(Bounding box coordinate data)
================

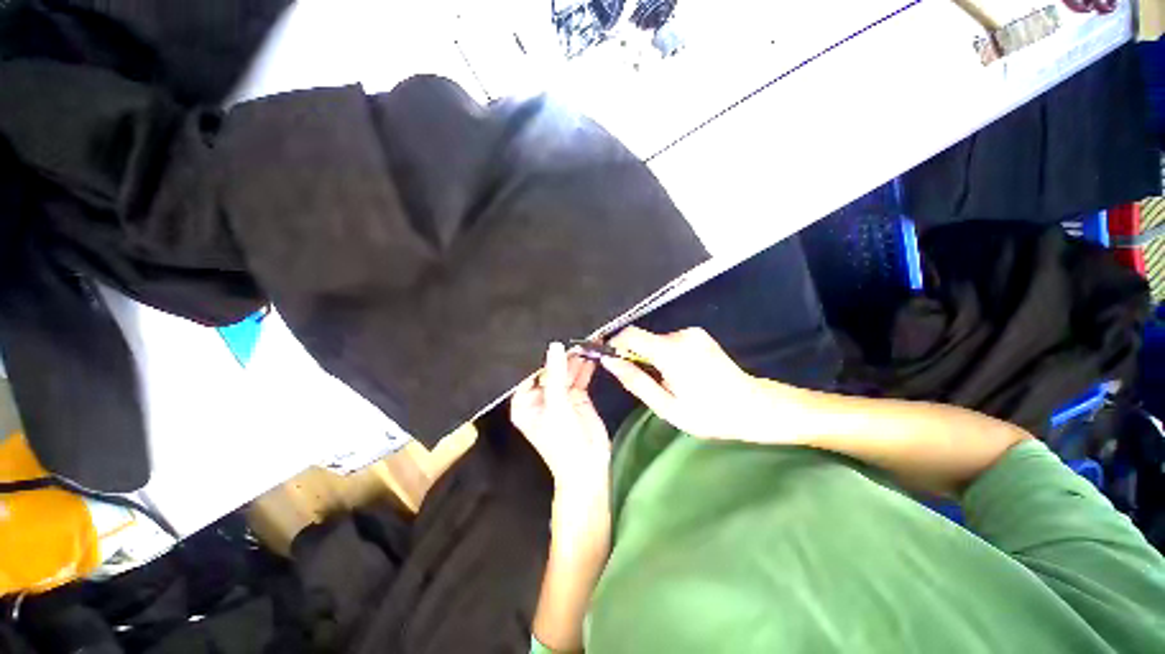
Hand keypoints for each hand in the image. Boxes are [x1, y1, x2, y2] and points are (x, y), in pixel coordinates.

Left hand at [511, 343, 610, 501]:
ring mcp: (560, 396)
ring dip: (576, 359)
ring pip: (566, 372)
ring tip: (587, 343)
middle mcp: (541, 396)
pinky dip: (585, 367)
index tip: (552, 336)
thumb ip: (556, 374)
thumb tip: (555, 346)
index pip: (531, 372)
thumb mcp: (557, 406)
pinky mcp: (576, 397)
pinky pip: (579, 377)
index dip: (542, 356)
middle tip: (575, 338)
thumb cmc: (563, 442)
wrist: (589, 467)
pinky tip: (591, 354)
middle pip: (551, 370)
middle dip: (563, 356)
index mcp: (526, 402)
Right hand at [600, 327, 802, 443]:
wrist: (753, 406)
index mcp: (671, 352)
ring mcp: (693, 333)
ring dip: (652, 358)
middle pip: (643, 338)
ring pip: (656, 341)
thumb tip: (609, 362)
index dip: (615, 345)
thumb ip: (635, 381)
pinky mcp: (699, 335)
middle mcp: (681, 335)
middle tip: (646, 383)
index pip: (630, 334)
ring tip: (667, 382)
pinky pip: (670, 341)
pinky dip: (665, 355)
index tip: (612, 362)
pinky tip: (679, 374)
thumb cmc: (709, 414)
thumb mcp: (666, 406)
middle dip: (636, 357)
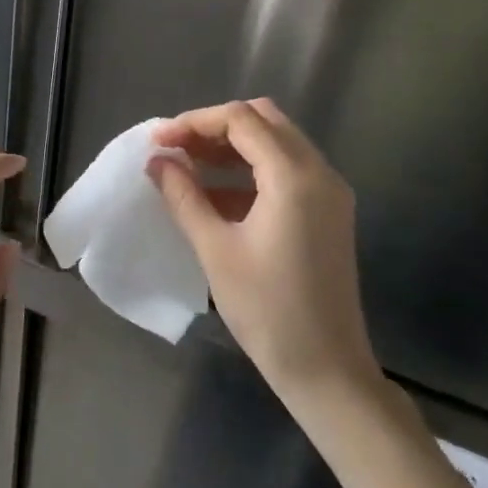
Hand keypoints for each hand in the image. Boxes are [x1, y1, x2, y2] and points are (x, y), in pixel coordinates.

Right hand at [147, 99, 378, 401]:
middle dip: (214, 128)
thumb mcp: (215, 249)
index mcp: (294, 177)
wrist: (325, 367)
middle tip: (174, 148)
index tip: (158, 141)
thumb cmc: (266, 309)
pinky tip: (214, 194)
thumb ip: (184, 196)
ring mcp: (329, 193)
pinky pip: (286, 172)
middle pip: (263, 121)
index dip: (194, 122)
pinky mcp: (327, 213)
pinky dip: (249, 171)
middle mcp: (319, 173)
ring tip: (186, 167)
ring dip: (231, 147)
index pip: (241, 120)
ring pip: (276, 144)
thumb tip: (158, 162)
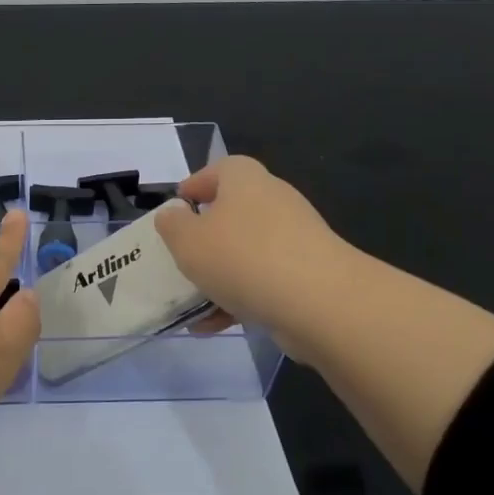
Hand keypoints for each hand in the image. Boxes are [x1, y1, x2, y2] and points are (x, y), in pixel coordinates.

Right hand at [153, 156, 357, 363]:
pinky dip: (240, 299)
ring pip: (246, 252)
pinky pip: (264, 281)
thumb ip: (172, 225)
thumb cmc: (243, 258)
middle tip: (182, 256)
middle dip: (205, 237)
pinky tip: (214, 325)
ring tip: (192, 302)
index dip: (195, 185)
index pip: (219, 169)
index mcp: (245, 180)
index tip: (176, 209)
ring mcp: (296, 239)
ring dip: (219, 275)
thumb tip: (173, 215)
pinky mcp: (309, 274)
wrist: (321, 303)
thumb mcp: (188, 241)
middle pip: (233, 212)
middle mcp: (273, 201)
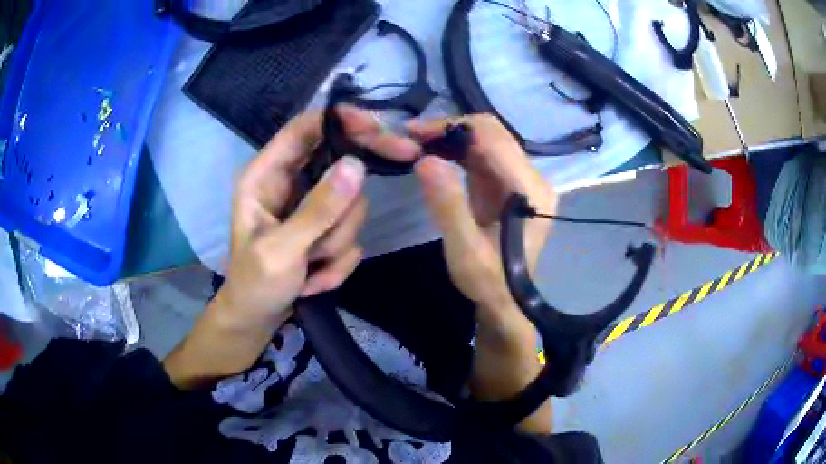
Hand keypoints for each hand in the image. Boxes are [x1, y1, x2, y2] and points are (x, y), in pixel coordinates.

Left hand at [164, 106, 418, 388]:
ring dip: (336, 243)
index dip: (340, 120)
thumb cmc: (254, 284)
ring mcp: (313, 207)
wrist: (258, 320)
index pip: (305, 128)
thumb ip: (317, 210)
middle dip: (348, 199)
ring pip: (351, 205)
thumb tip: (356, 165)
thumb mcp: (280, 250)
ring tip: (310, 269)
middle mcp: (292, 183)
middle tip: (376, 194)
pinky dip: (339, 262)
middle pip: (338, 163)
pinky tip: (314, 279)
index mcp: (266, 175)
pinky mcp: (328, 229)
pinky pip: (352, 234)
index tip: (377, 128)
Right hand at [410, 114, 555, 432]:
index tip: (414, 133)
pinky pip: (483, 155)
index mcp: (530, 190)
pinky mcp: (509, 184)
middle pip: (492, 133)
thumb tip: (426, 160)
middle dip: (450, 128)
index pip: (493, 138)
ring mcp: (522, 179)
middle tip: (412, 137)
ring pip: (487, 140)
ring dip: (452, 137)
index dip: (452, 127)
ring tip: (418, 143)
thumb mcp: (464, 251)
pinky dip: (457, 151)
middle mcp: (532, 177)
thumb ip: (448, 206)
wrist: (507, 301)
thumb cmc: (489, 282)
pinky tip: (435, 155)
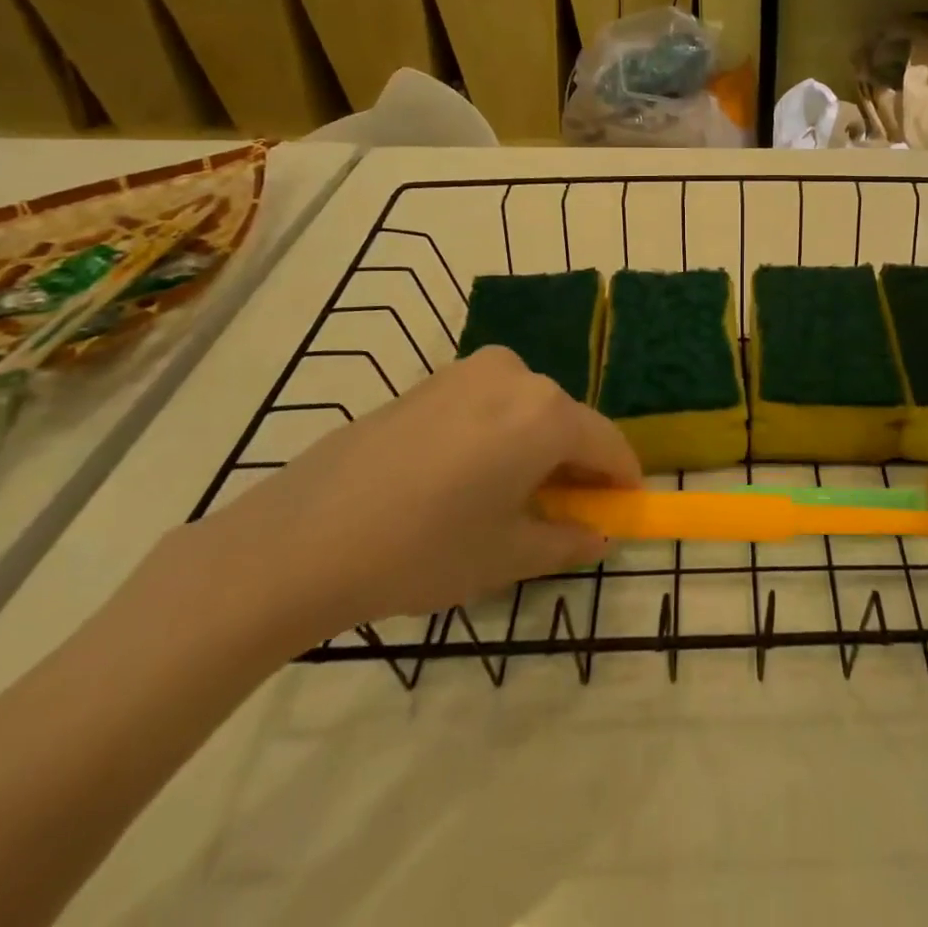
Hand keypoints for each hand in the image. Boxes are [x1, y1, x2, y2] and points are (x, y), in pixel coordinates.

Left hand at [192, 347, 640, 648]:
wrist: (303, 537)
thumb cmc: (423, 549)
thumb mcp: (507, 556)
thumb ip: (568, 541)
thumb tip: (599, 536)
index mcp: (546, 413)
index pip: (607, 444)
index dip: (622, 480)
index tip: (625, 509)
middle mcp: (517, 376)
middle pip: (566, 422)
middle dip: (576, 464)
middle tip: (566, 513)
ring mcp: (468, 371)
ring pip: (527, 409)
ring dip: (536, 447)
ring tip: (512, 498)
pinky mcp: (431, 379)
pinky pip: (488, 403)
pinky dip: (499, 433)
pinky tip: (467, 477)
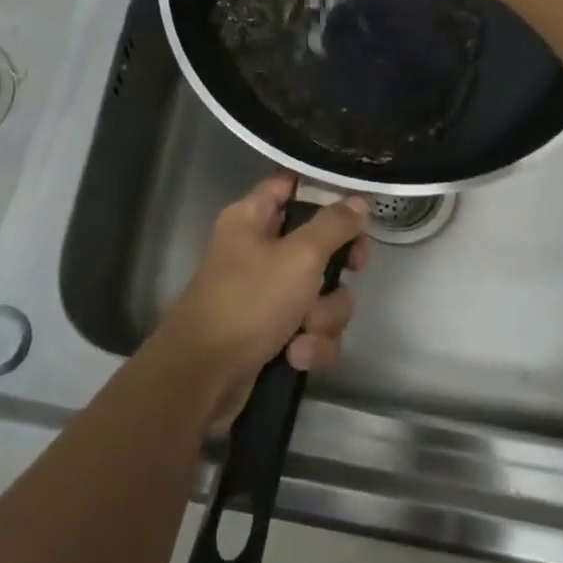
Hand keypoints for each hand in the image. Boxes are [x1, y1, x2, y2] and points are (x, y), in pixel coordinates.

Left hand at [155, 175, 370, 424]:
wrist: (203, 378)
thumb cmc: (248, 301)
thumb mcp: (298, 256)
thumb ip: (334, 225)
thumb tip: (359, 200)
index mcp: (252, 218)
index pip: (291, 185)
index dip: (324, 191)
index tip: (358, 205)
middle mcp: (258, 250)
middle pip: (318, 243)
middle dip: (338, 267)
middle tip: (355, 268)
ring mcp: (265, 294)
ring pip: (321, 292)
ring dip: (324, 316)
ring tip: (306, 330)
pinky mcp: (272, 333)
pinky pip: (310, 329)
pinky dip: (310, 343)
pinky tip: (296, 357)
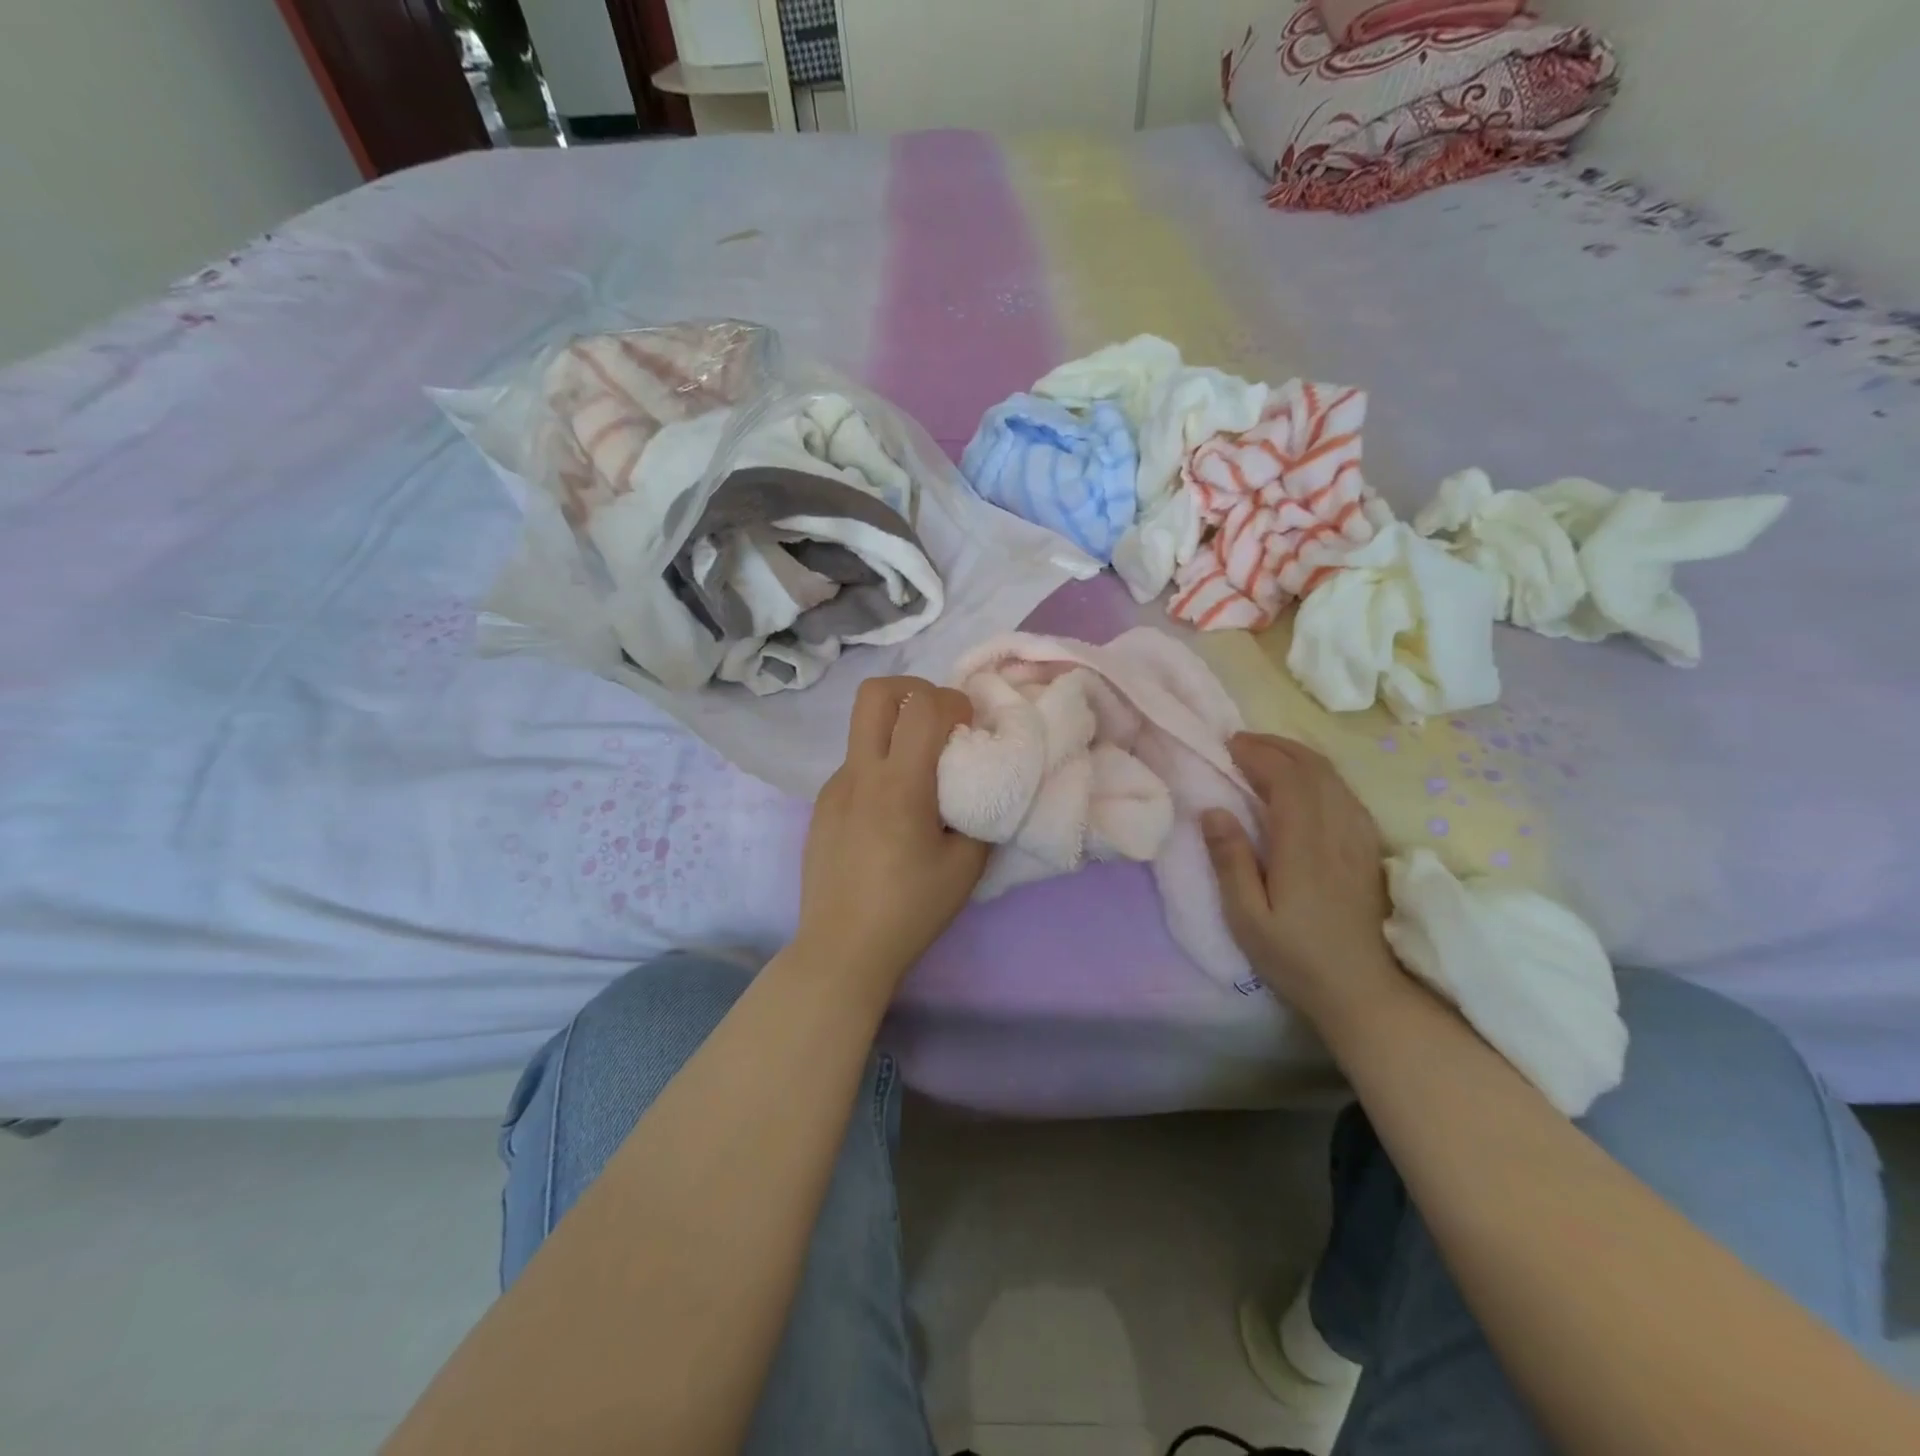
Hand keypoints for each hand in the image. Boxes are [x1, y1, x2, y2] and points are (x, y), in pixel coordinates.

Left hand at [796, 676, 990, 993]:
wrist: (841, 949)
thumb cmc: (910, 910)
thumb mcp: (965, 866)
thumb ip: (980, 814)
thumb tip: (981, 784)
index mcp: (899, 785)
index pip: (923, 706)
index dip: (954, 701)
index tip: (969, 729)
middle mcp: (859, 774)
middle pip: (874, 693)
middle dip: (912, 690)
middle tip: (938, 721)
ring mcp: (833, 787)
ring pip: (863, 730)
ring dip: (895, 732)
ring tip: (917, 778)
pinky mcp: (821, 806)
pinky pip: (855, 767)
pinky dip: (879, 768)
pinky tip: (890, 814)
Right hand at [1201, 734, 1405, 1026]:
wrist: (1365, 992)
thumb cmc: (1297, 958)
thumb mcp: (1248, 918)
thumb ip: (1230, 861)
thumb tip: (1213, 811)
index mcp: (1304, 845)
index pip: (1286, 779)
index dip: (1258, 754)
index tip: (1229, 745)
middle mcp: (1337, 831)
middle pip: (1313, 768)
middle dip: (1276, 746)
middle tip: (1242, 742)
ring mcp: (1359, 839)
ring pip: (1334, 777)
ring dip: (1299, 756)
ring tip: (1267, 755)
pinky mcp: (1369, 849)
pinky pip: (1346, 794)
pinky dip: (1320, 775)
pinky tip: (1304, 784)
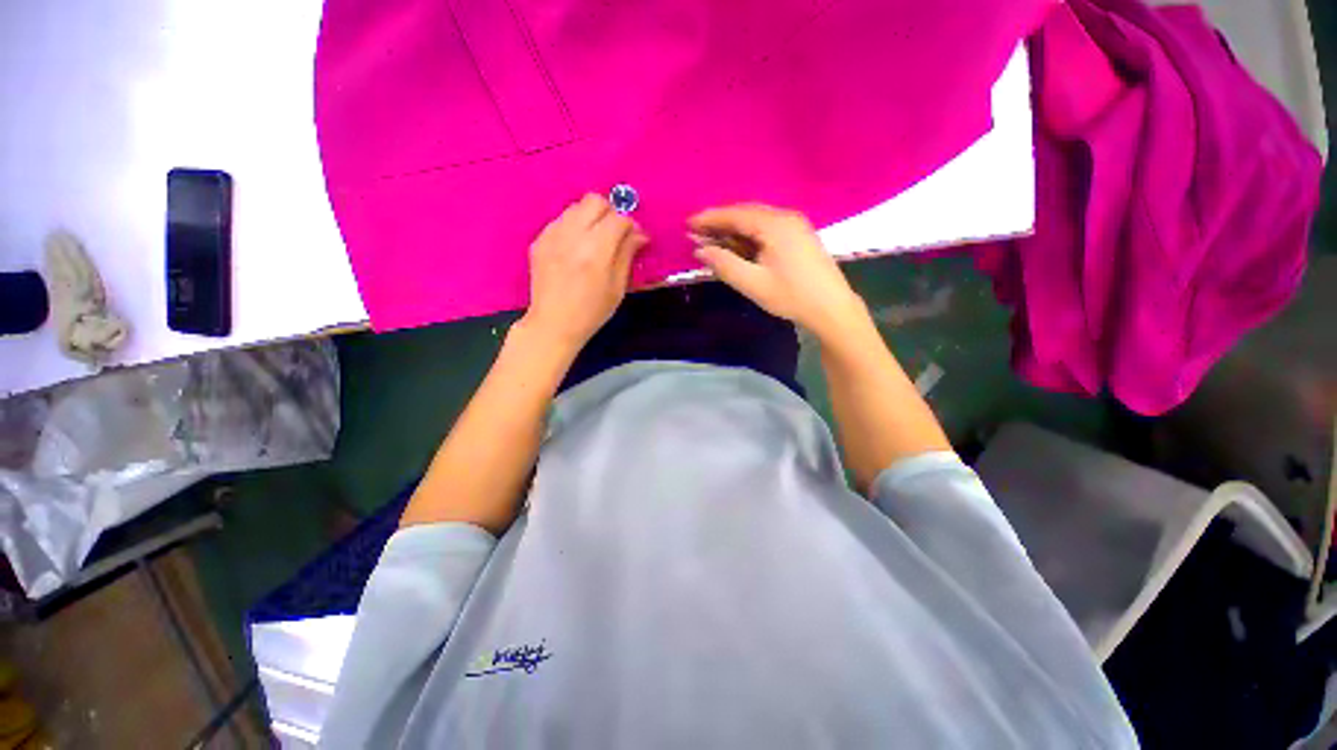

================

- **Task to complete**: With pictures omitted, repeat the entries above word for word from the line holding "ring dip: (231, 147)" down to the line holding "thumb tip: (173, 215)", keeping both of those lines.

- **Solved problem**:
ring dip: (231, 147)
index pip: (241, 120)
ring pip: (276, 144)
thumb tip: (158, 162)
Hand keypoints for each hand in the image. Boxes are [x1, y1, x2, y2] and points are (x, y), in pixel coordinates.

Right hand at [153, 156, 357, 363]:
pinky dip: (240, 299)
ring pip: (246, 252)
pinky pip: (264, 281)
thumb ip: (172, 225)
thumb cmc: (243, 258)
middle tip: (182, 256)
middle dip: (205, 237)
pinky tip: (214, 325)
ring tip: (192, 302)
index dip: (195, 185)
index pip: (219, 169)
index mcp: (245, 180)
index tip: (176, 209)
ring mcp: (296, 239)
ring dip: (219, 275)
thumb tip: (173, 215)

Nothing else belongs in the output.